I’ve admired white tigers ever since I saw the one named Prince Charles at the San Francisco Zoo.
Next, we went to see the lions. These animals are so majestic they take your breath away.
My favorite moment was when we stopped in front of the lion family. “We’ll stay in the vehicle here,” Steve said. In the corner of the enclosure nearest to us laid the male. His mate was to the right, in the middle, while their two young cubs played together behind them. As we watched, the mother slowly walked over to her cubs, collected them, and the three joined the proud father lion. The little family settled down together.

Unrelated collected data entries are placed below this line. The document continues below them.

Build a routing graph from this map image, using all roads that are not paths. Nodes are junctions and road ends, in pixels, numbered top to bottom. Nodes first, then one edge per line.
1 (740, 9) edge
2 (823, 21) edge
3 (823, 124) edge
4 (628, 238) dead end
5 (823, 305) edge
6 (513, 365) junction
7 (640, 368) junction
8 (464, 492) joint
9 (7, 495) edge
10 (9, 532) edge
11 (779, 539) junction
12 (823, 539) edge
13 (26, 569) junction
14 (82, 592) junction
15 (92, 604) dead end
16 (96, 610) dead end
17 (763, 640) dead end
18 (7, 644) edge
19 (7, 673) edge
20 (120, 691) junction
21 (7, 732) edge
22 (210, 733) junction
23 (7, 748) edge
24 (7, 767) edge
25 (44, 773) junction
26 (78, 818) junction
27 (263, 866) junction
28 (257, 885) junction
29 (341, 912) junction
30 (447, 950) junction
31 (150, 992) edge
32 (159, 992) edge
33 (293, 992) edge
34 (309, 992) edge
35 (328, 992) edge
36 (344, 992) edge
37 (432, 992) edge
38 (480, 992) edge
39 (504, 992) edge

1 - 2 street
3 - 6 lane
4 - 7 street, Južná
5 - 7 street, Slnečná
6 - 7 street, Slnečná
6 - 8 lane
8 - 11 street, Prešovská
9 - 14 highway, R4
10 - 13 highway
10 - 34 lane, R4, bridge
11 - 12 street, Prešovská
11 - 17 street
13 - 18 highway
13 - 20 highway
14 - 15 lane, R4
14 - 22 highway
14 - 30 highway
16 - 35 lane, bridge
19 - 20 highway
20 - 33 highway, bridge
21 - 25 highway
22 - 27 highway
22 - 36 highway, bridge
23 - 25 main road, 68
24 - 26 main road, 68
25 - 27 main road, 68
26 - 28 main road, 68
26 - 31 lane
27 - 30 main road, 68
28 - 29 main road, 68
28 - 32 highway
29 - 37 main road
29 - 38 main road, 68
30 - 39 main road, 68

Two cages down, we were treated to a similar scene, and this time we could get out and take photos through the fence, because the lions were far enough away.
Lucy shot this great video:
We were breathless with the beauty of these wild creatures, but the tour wasn’t over yet.
“Now for our last stop, we’ll go to what we call the barnyard,” Steve said, and drove us to a large pen with a fence that we could reach over and feed tree leaves to the goats that came over to investigate. We admired the alpacas, donkeys, Cape Desert Hare, turtle and tortoise.This menagerie also included a pond with several varieties of ducks – some rescued, and others who came in of their own free will and stayed on.
Two days later, I showed my photos to the sixth grade children. A few had been to the Centre, and the girls squealed and “awwwed," but they all agreed immediately that these animals are not pets.
Still, there are plenty of people out there who don’t yet understand. Hopefully the Abu Dhabi Wildlife Center can continue to breed endangered species and rescue animals from harm for many years to come.